__WHAT IS EXPECTED__
Whenever a picture appears in the records, exclude it, and transcribe everything else exactly.

____ DATA

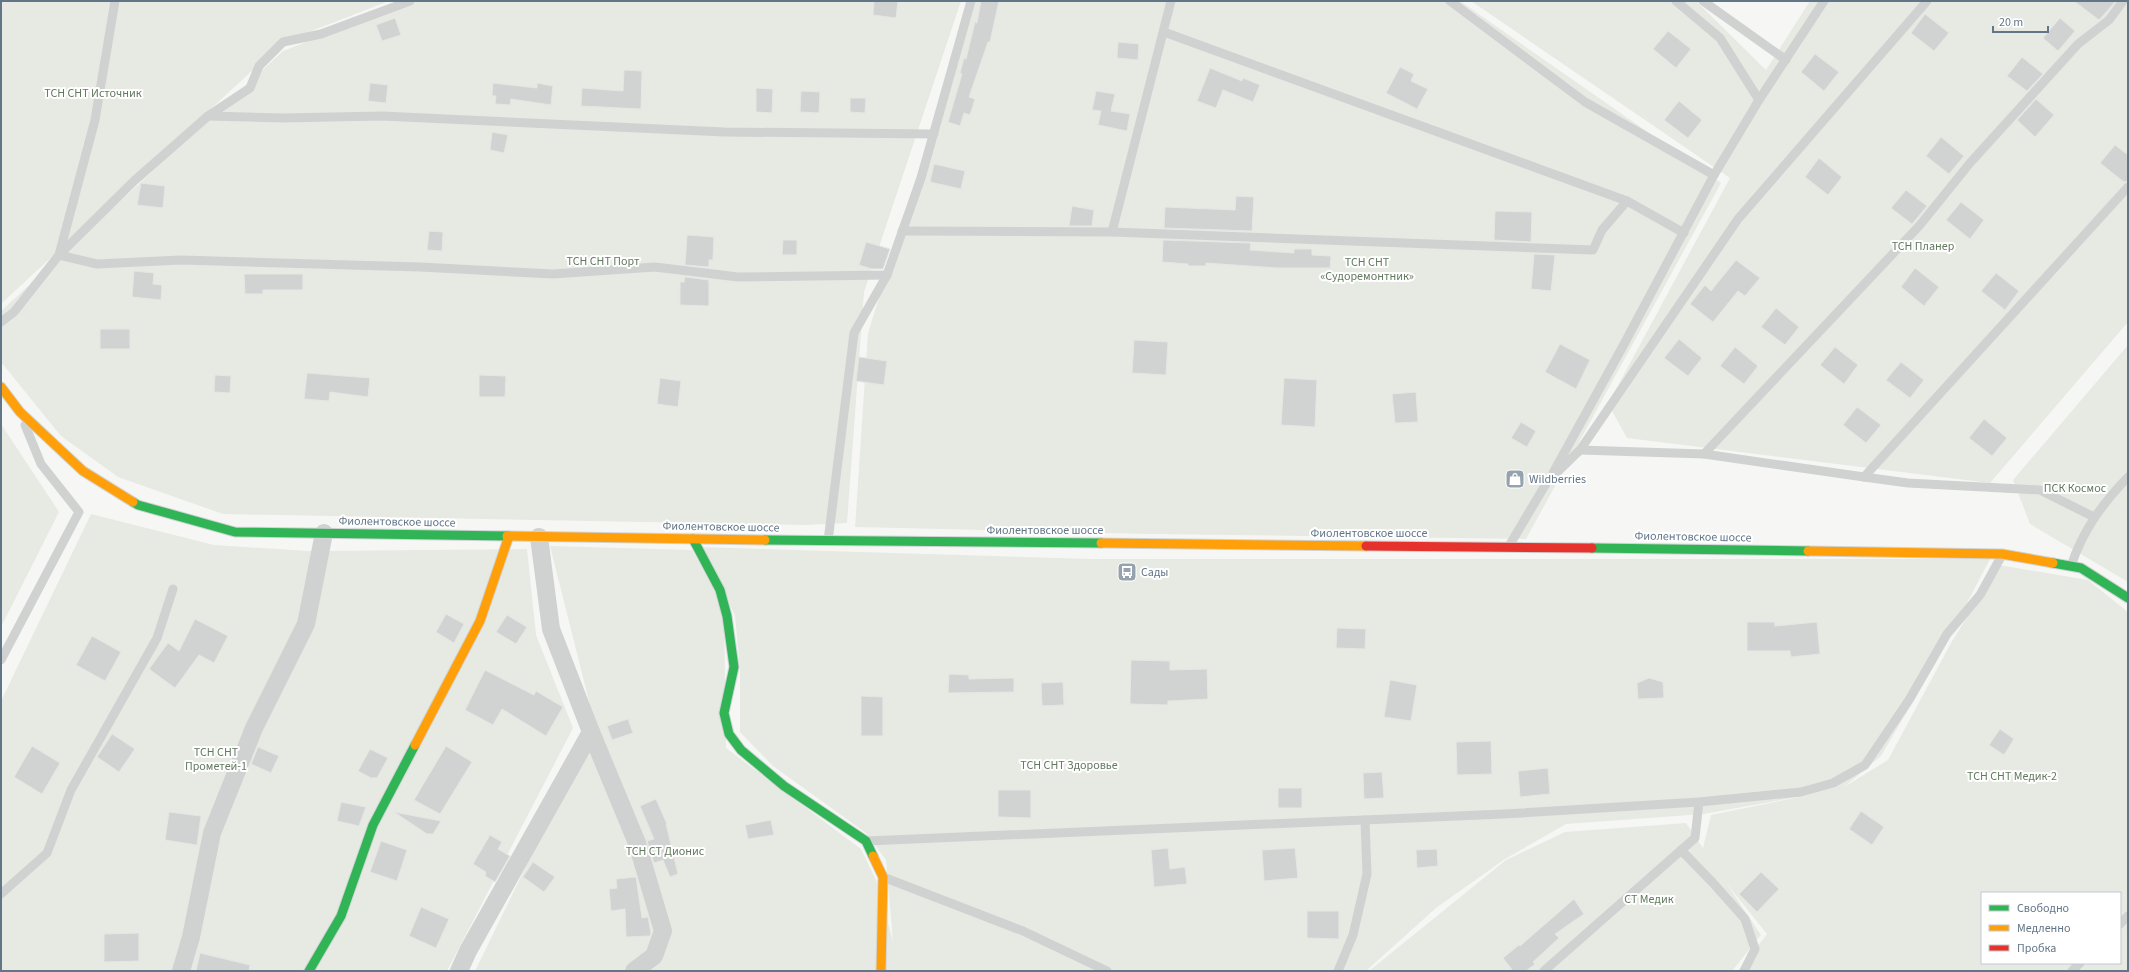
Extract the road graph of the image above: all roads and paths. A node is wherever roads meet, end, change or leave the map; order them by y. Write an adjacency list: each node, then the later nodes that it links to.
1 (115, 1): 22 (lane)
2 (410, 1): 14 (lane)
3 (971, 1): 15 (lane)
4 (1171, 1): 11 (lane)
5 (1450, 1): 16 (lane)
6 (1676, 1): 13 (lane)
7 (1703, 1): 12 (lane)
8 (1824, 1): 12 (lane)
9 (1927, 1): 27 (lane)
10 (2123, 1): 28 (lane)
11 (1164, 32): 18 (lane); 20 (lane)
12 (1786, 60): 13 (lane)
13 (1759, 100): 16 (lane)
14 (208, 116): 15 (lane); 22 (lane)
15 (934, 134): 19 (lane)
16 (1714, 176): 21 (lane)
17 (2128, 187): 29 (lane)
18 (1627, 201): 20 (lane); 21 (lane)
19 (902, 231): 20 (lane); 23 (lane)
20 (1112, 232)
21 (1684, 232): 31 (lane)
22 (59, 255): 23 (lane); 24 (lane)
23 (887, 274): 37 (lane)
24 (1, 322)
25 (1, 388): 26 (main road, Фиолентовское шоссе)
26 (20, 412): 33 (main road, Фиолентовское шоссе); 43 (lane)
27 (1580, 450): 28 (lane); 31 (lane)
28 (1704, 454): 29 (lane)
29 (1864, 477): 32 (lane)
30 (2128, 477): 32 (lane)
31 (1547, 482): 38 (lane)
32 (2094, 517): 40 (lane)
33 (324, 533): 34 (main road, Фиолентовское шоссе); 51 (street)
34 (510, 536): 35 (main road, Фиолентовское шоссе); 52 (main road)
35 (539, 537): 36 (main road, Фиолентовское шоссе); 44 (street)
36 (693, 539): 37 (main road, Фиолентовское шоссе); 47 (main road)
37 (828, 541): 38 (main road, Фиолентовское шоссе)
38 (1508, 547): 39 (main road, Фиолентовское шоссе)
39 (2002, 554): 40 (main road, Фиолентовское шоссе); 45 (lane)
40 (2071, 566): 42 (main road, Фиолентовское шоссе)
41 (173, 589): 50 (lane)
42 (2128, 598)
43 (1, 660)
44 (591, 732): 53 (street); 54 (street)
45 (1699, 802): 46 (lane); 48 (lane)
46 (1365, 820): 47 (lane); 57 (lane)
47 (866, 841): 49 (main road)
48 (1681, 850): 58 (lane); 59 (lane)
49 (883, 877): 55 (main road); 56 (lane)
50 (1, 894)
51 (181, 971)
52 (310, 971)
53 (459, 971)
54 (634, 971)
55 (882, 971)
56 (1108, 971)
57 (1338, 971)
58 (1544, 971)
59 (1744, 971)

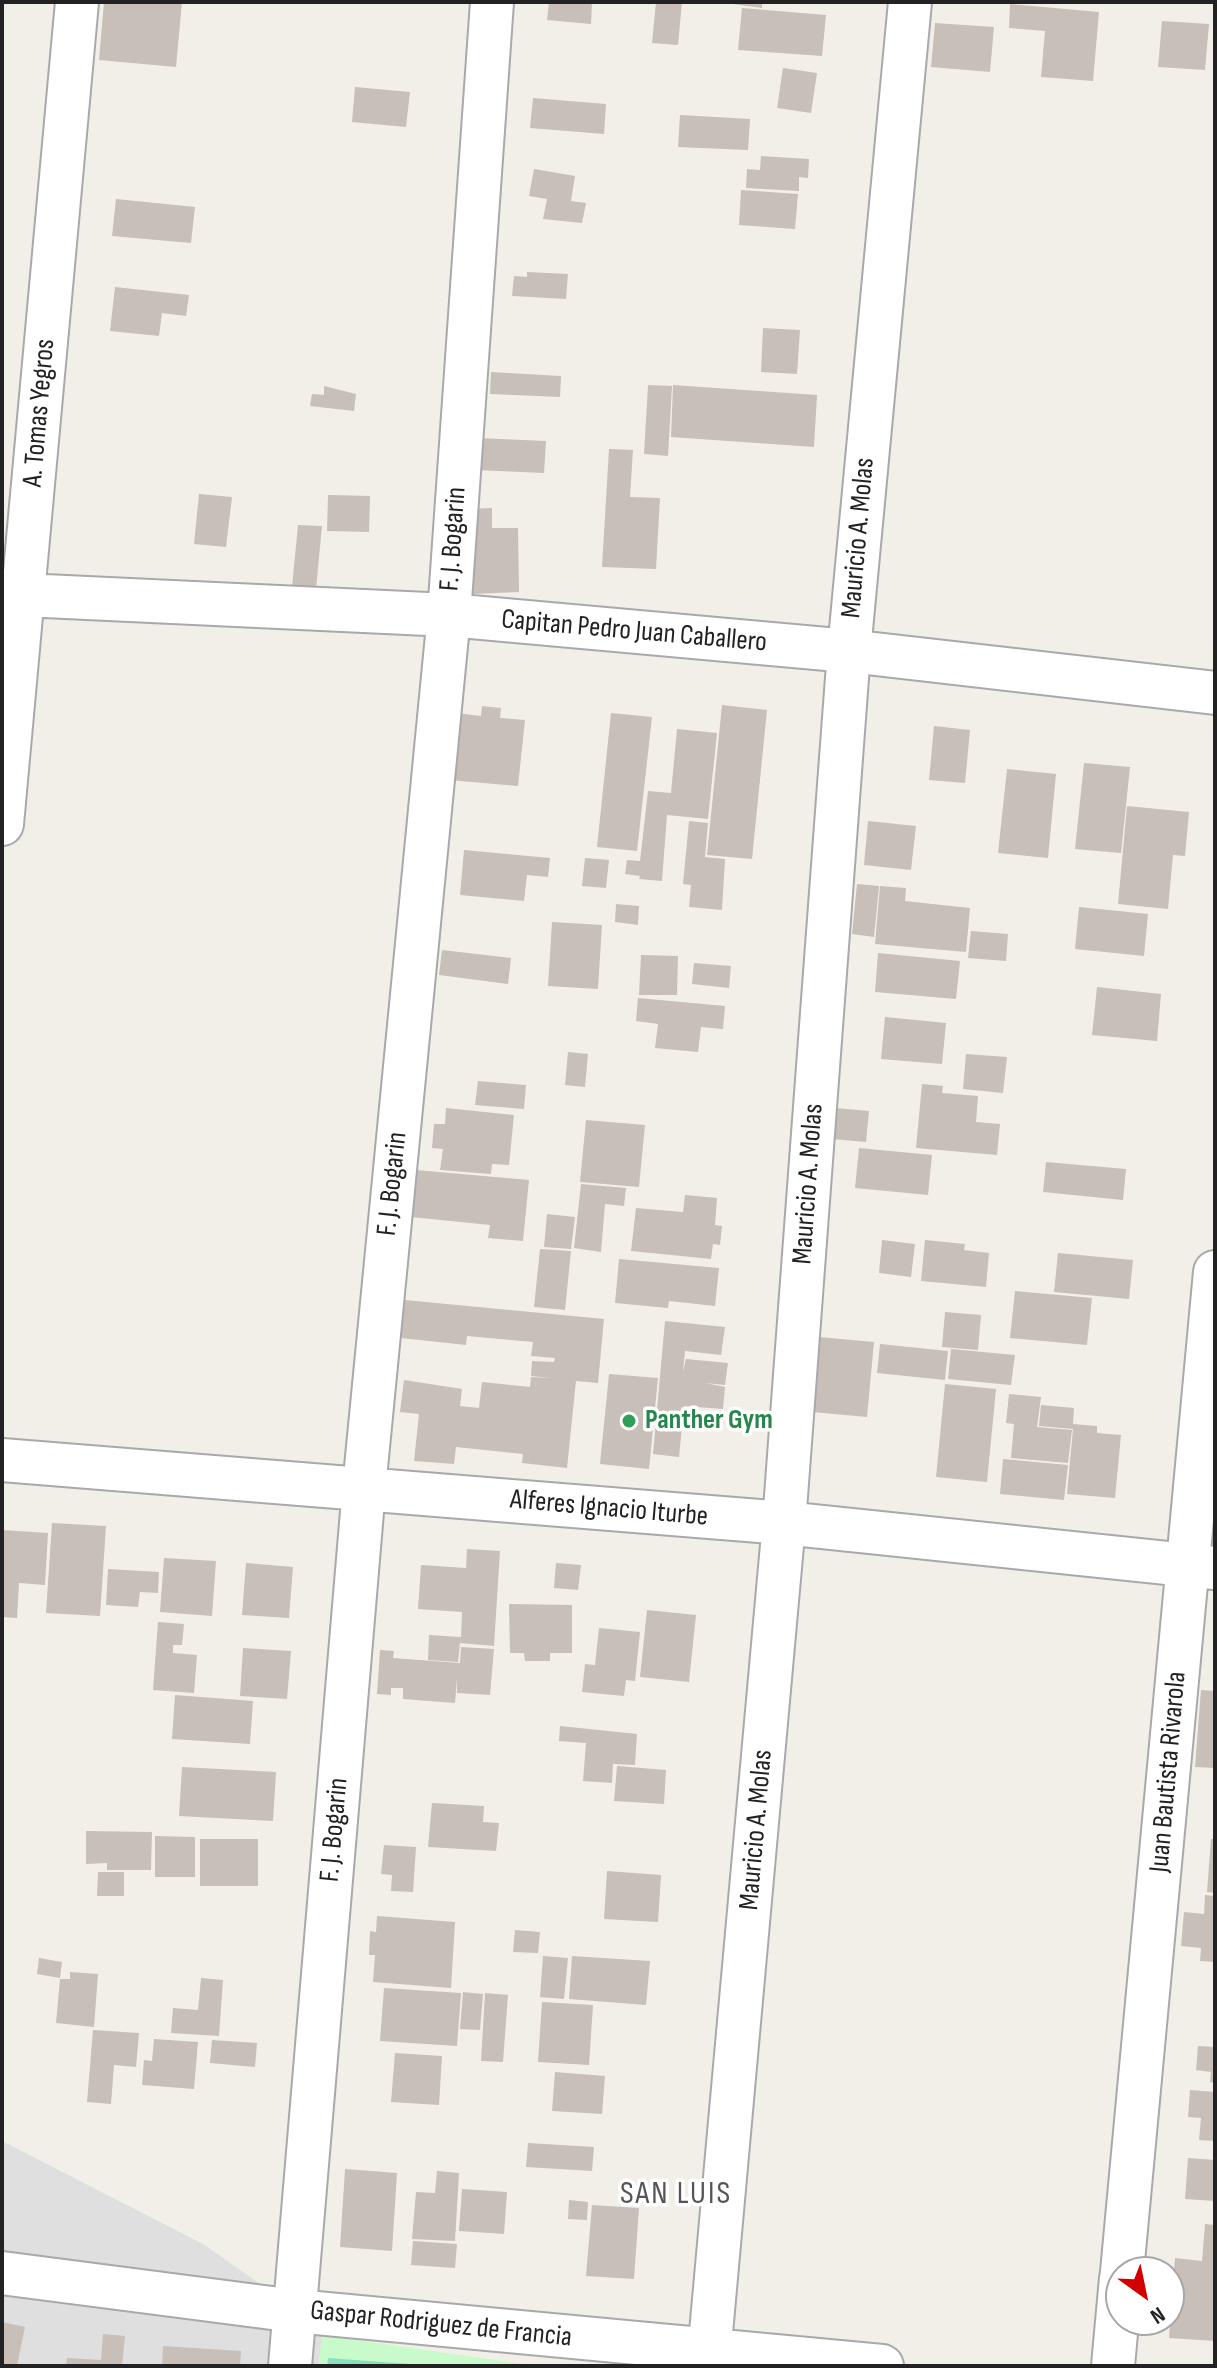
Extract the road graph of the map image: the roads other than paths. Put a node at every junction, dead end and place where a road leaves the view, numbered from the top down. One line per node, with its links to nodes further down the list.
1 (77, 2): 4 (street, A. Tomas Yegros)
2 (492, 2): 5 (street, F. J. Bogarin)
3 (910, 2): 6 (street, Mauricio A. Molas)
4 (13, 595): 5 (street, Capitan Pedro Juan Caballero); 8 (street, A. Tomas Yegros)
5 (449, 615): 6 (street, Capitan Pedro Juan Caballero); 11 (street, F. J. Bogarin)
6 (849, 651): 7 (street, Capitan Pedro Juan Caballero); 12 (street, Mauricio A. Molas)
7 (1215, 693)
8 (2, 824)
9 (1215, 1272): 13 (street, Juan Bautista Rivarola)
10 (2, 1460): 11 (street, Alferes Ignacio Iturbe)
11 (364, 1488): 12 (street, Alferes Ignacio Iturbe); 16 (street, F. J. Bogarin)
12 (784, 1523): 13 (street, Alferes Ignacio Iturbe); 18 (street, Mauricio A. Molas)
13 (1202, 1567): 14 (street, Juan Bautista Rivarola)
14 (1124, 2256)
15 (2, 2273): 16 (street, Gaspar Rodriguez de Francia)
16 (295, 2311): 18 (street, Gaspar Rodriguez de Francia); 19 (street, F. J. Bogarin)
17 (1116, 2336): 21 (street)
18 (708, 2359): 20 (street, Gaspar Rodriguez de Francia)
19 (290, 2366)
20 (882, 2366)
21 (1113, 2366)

________

__FINISHED EXERCISE__
Extract the road graph of the image above: all roads and paths. A node is wherever roads meet, end, change or leave the map; order them by y. Write an adjacency list: each node, then the later nodes that it links to.
1 (115, 1): 22 (lane)
2 (410, 1): 14 (lane)
3 (971, 1): 15 (lane)
4 (1171, 1): 11 (lane)
5 (1450, 1): 16 (lane)
6 (1676, 1): 13 (lane)
7 (1703, 1): 12 (lane)
8 (1824, 1): 12 (lane)
9 (1927, 1): 27 (lane)
10 (2123, 1): 28 (lane)
11 (1164, 32): 18 (lane); 20 (lane)
12 (1786, 60): 13 (lane)
13 (1759, 100): 16 (lane)
14 (208, 116): 15 (lane); 22 (lane)
15 (934, 134): 19 (lane)
16 (1714, 176): 21 (lane)
17 (2128, 187): 29 (lane)
18 (1627, 201): 20 (lane); 21 (lane)
19 (902, 231): 20 (lane); 23 (lane)
20 (1112, 232)
21 (1684, 232): 31 (lane)
22 (59, 255): 23 (lane); 24 (lane)
23 (887, 274): 37 (lane)
24 (1, 322)
25 (1, 388): 26 (main road, Фиолентовское шоссе)
26 (20, 412): 33 (main road, Фиолентовское шоссе); 43 (lane)
27 (1580, 450): 28 (lane); 31 (lane)
28 (1704, 454): 29 (lane)
29 (1864, 477): 32 (lane)
30 (2128, 477): 32 (lane)
31 (1547, 482): 38 (lane)
32 (2094, 517): 40 (lane)
33 (324, 533): 34 (main road, Фиолентовское шоссе); 51 (street)
34 (510, 536): 35 (main road, Фиолентовское шоссе); 52 (main road)
35 (539, 537): 36 (main road, Фиолентовское шоссе); 44 (street)
36 (693, 539): 37 (main road, Фиолентовское шоссе); 47 (main road)
37 (828, 541): 38 (main road, Фиолентовское шоссе)
38 (1508, 547): 39 (main road, Фиолентовское шоссе)
39 (2002, 554): 40 (main road, Фиолентовское шоссе); 45 (lane)
40 (2071, 566): 42 (main road, Фиолентовское шоссе)
41 (173, 589): 50 (lane)
42 (2128, 598)
43 (1, 660)
44 (591, 732): 53 (street); 54 (street)
45 (1699, 802): 46 (lane); 48 (lane)
46 (1365, 820): 47 (lane); 57 (lane)
47 (866, 841): 49 (main road)
48 (1681, 850): 58 (lane); 59 (lane)
49 (883, 877): 55 (main road); 56 (lane)
50 (1, 894)
51 (181, 971)
52 (310, 971)
53 (459, 971)
54 (634, 971)
55 (882, 971)
56 (1108, 971)
57 (1338, 971)
58 (1544, 971)
59 (1744, 971)

Extract the road graph of the map image: the roads other than paths. Put a node at every junction, dead end and place where a road leaves the view, numbered from the top down. One line per node, with its links to nodes further down the list.
1 (77, 2): 4 (street, A. Tomas Yegros)
2 (492, 2): 5 (street, F. J. Bogarin)
3 (910, 2): 6 (street, Mauricio A. Molas)
4 (13, 595): 5 (street, Capitan Pedro Juan Caballero); 8 (street, A. Tomas Yegros)
5 (449, 615): 6 (street, Capitan Pedro Juan Caballero); 11 (street, F. J. Bogarin)
6 (849, 651): 7 (street, Capitan Pedro Juan Caballero); 12 (street, Mauricio A. Molas)
7 (1215, 693)
8 (2, 824)
9 (1215, 1272): 13 (street, Juan Bautista Rivarola)
10 (2, 1460): 11 (street, Alferes Ignacio Iturbe)
11 (364, 1488): 12 (street, Alferes Ignacio Iturbe); 16 (street, F. J. Bogarin)
12 (784, 1523): 13 (street, Alferes Ignacio Iturbe); 18 (street, Mauricio A. Molas)
13 (1202, 1567): 14 (street, Juan Bautista Rivarola)
14 (1124, 2256)
15 (2, 2273): 16 (street, Gaspar Rodriguez de Francia)
16 (295, 2311): 18 (street, Gaspar Rodriguez de Francia); 19 (street, F. J. Bogarin)
17 (1116, 2336): 21 (street)
18 (708, 2359): 20 (street, Gaspar Rodriguez de Francia)
19 (290, 2366)
20 (882, 2366)
21 (1113, 2366)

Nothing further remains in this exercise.